Ich gehöre zur Gruppe dieser Hochaltrigen im Alter von 80 plus. Meine verschiedenen ehrenamtlichen Tätigkeiten, die z.T. her ausfordernd und zeitaufwendig waren, beendete ich im Alter von 79 Jahren.
Was nun? Warten auf „Godot“? Tätigkeiten in Vereinen, Verbänden, Stiftungen u.ä. – eventuell noch ein Vorstandsposten?? „Aber sehr geehrte, gnädige Frau, doch nicht mehr in Ihrem Alter!!“ Recht haben die, die dies sagen! Lassen wir die Jüngeren machen, denn wir haben doch schon alles gestemmt! Ein Pastor erzählte neulich, dass ihm mit 70 plus bedeutet wurde, er möge doch seine Vortragsserie in einer Radiosendung an Jüngere abgeben. Er tat es mit Einsicht und Bedauern.

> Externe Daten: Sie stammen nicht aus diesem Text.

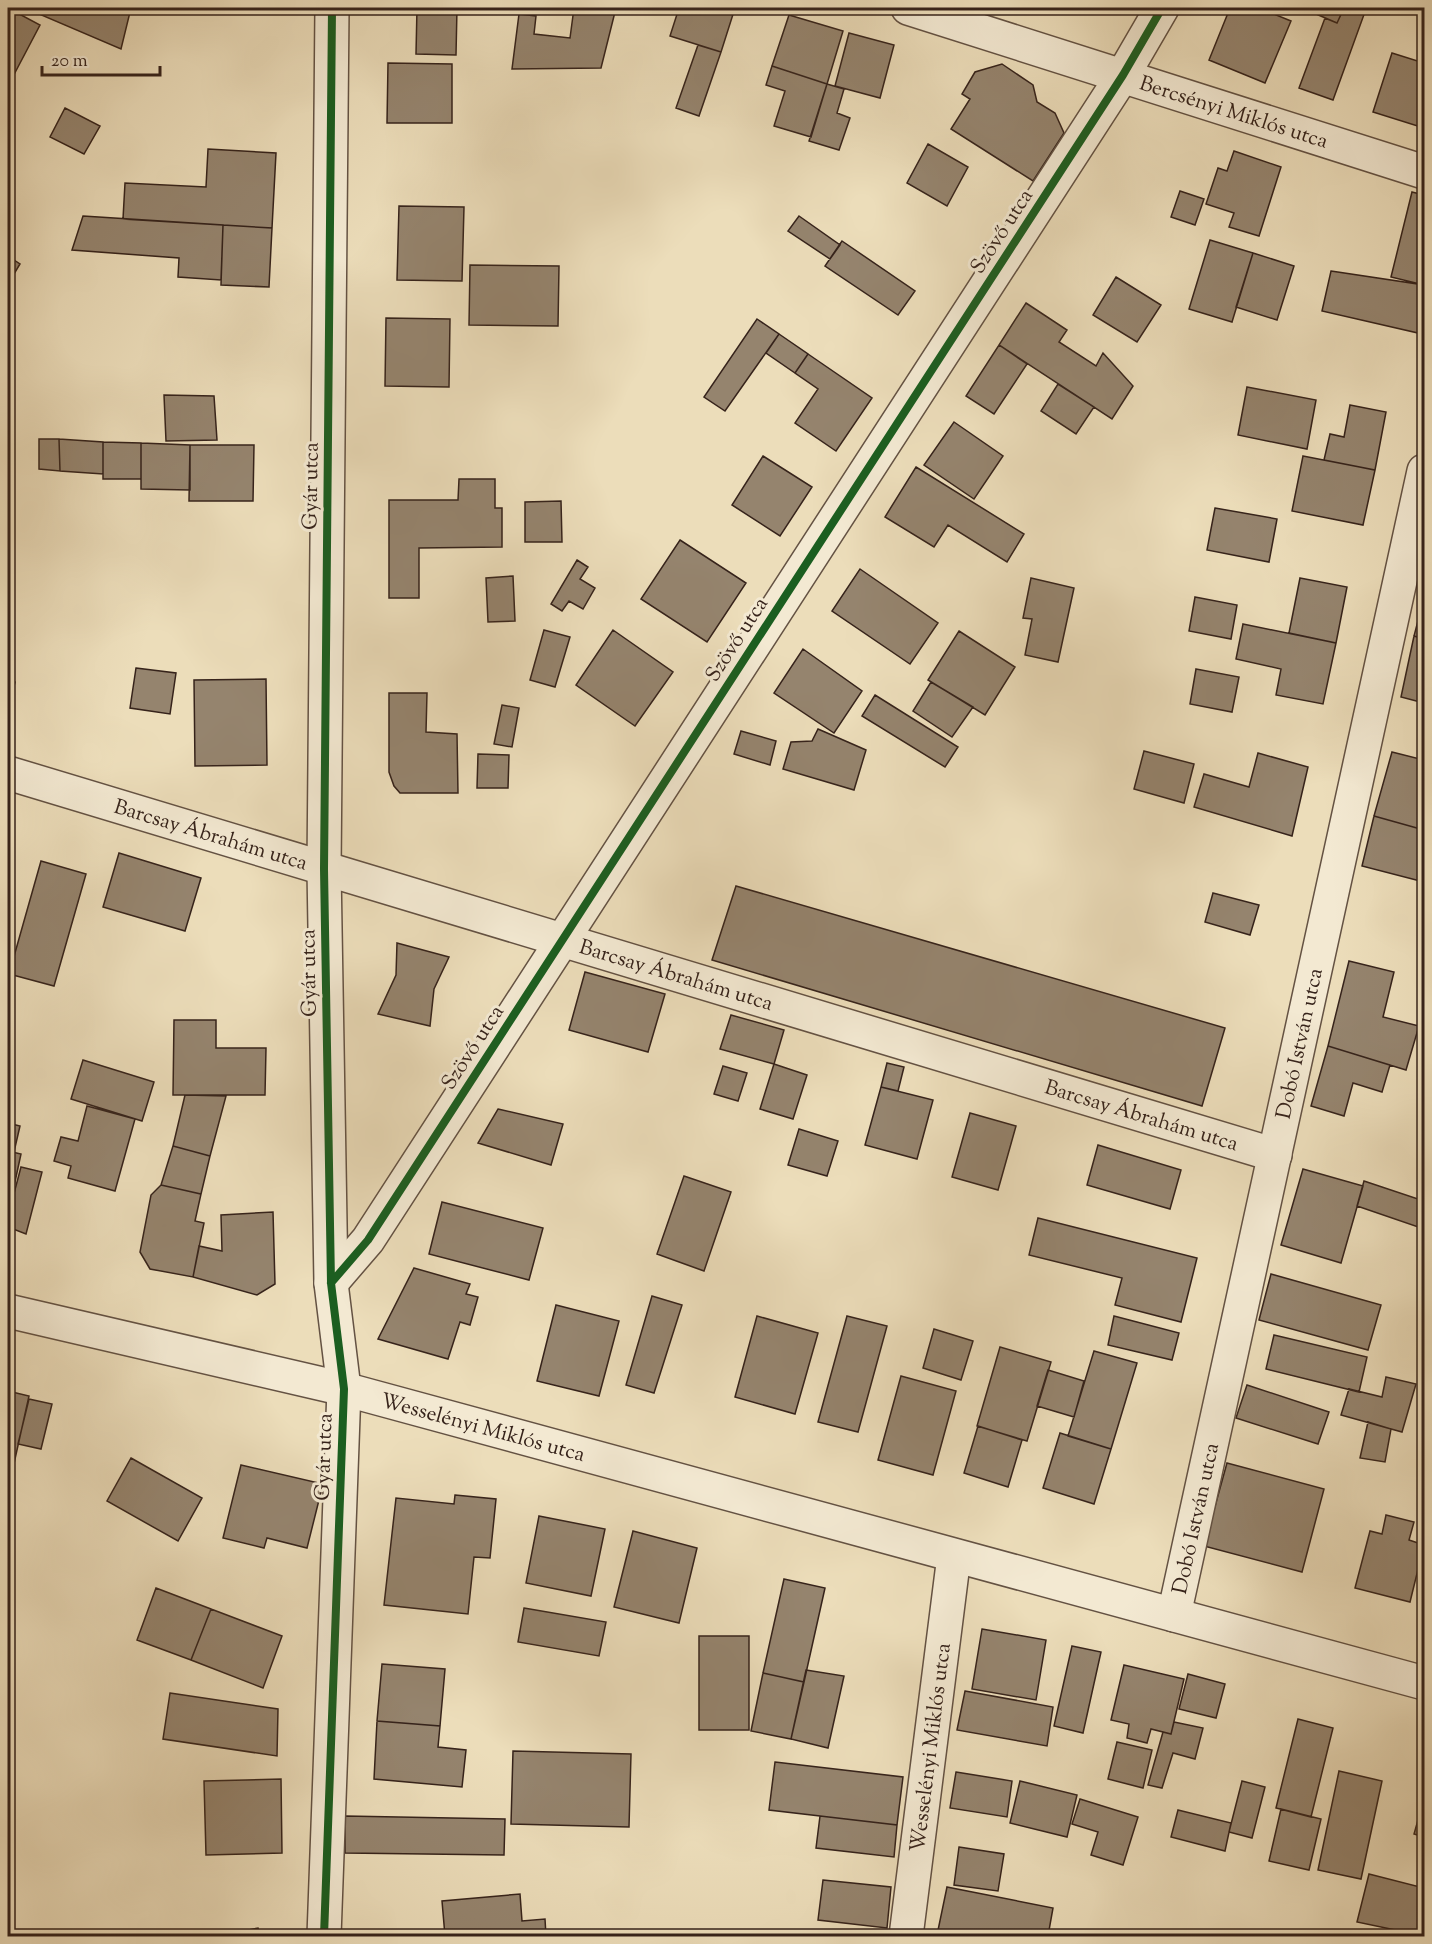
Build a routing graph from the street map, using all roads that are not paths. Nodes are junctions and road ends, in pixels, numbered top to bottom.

Ich denke, wir Hochaltrigen schreiten auf dem Lebensweg zum Tod – jenseits der Frist von 80 Jahren, die uns im 90. Psalm Vers 10 des Alten Testaments zugebilligt werden. Wann werden wir abgewunken? Daher die Frage: Welche Rezepte gibt es für das letzte Lebensstück der Hochaltrigen, deren Enkel längst erwachsen sind?

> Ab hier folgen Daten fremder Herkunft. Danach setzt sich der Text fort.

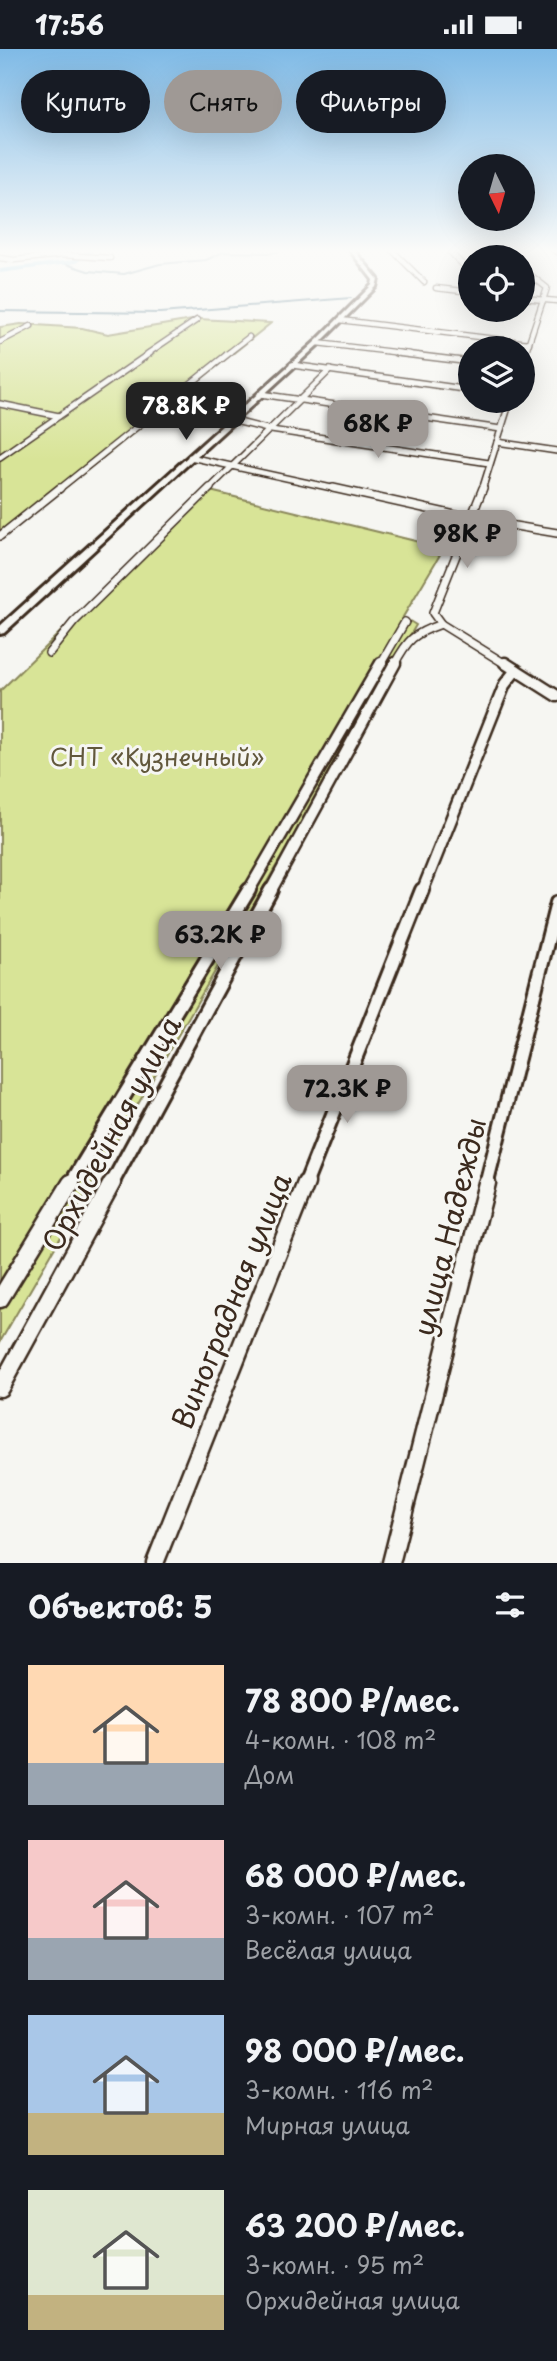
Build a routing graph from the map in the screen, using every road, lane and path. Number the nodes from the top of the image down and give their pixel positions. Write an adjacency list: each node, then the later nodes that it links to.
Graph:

Aber natürlich: Bildung: Konzerte, Theater, Kunstausstellungen, Literatur, wissenschaftliche, kulturelle und politische Vorträge. Doch: „Die Alte kann auch keine Ver -anstaltung auslassen, obwohl sie kaum laufen kann“, wird gezischelt. Intern: Golf, Bridge, Fernsehen, Radio, Handarbeiten. Reisen – ja, warum nicht? Es gibt so vieles zu entdecken. Aber: Schafft es mein Herz, schaffen es meine Beine, wie schwer ist der Koffer? Na, wird schon gut gehen! Wir werfen uns ins Getümmel! Aber Vorsicht: Plötzlich fehlt jemand, wird im fremden Land auf die Intensivstation gelegt. Und die Hochaltrige wollte doch nur ein letztes Mal die Mosaiken von Ravenna sehen. Russisches Roulette!!

Der feminine Aspekt ist eher erleichternd. Wirtschaften, Kochen, Versorgen, Organisieren sind wir gewohnt. Dazugekommen ist – teilweise – das Alleinleben, vielleicht seit Jahrzehnten aufgrund von Scheidung oder Tod.

Na, und nun Corona!
Wir Witwen – auch Witwer – leben doch schon allein – oder im Altersheim, genannt „Seniorenresidenz“.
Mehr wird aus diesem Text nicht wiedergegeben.